The Eighth annual We the People: A Seminar on Civil Rights was held in Birmingham, Alabama, in September 2008. The event offered participants the opportunity to learn more about the political, social, and religious influences on the civil rights movement. It included presentations and discussions with scholars and foot soldiers involved in the children’s marches during the civil rights movement. Participants also visited the Birmingham Civil Rights Institute permanent collection, archives, and resource gallery, and the historic Kelly Ingram Park.

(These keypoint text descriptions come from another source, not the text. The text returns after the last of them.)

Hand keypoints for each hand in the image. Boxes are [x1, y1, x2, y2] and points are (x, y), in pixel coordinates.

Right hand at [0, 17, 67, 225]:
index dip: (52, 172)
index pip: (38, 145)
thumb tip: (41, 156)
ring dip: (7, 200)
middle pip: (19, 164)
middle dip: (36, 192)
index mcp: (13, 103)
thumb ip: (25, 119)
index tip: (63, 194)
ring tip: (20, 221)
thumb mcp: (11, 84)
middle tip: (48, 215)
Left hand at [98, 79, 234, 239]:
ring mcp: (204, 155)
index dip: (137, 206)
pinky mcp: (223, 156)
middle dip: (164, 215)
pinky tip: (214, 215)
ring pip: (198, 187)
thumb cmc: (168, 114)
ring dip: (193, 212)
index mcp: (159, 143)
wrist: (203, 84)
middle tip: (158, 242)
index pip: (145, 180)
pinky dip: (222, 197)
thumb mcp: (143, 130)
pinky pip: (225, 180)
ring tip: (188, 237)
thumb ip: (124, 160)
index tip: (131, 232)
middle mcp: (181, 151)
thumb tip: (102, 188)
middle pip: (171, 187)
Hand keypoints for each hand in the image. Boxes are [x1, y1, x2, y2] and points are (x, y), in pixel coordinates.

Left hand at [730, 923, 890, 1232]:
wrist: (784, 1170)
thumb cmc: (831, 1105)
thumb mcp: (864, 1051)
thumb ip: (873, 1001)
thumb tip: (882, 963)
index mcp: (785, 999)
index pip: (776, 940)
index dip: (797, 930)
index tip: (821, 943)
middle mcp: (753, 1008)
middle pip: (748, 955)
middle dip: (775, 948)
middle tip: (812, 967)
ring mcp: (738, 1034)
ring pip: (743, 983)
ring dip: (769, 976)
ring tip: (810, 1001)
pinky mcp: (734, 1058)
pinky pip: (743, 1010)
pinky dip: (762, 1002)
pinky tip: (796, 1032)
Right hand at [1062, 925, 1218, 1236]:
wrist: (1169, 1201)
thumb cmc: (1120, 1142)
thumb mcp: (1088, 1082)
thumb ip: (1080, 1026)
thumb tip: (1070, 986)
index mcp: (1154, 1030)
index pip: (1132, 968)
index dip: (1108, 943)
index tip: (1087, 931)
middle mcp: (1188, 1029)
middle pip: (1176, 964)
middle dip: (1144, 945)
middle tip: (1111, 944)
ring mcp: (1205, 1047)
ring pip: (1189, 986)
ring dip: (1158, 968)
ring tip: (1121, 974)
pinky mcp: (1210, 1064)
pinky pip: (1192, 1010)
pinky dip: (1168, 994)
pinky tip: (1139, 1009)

In order to expand and enhance the performance of the knowledgeable and skilled teachers who implement the We the People curriculum in classrooms across the country, in the last year the Center has sponsored more than 30 state institutes, varying in length and grade levels. Participants received rigorous training in content knowledge, innovative pedagogical techniques, and authentic assessment practice.
In addition to the state summer institutes, the Center hosted the National Academy for Civics and Government: Political and Constitutional Theory for Citizens.
Through a grant provided by the National Endowment for the Humanities and supplemental funding by the Klingenstein Foundation, the Center offered the three-week summer institute for educators from public and private high schools, middle schools, and upper elementary schools. The institute, held at Occidental College in Los Angeles, California, provided twenty-five educators with the opportunity to engage in serious study and seminar-style discussions of basic issues of political theory and the values and principles of American constitutional democracy.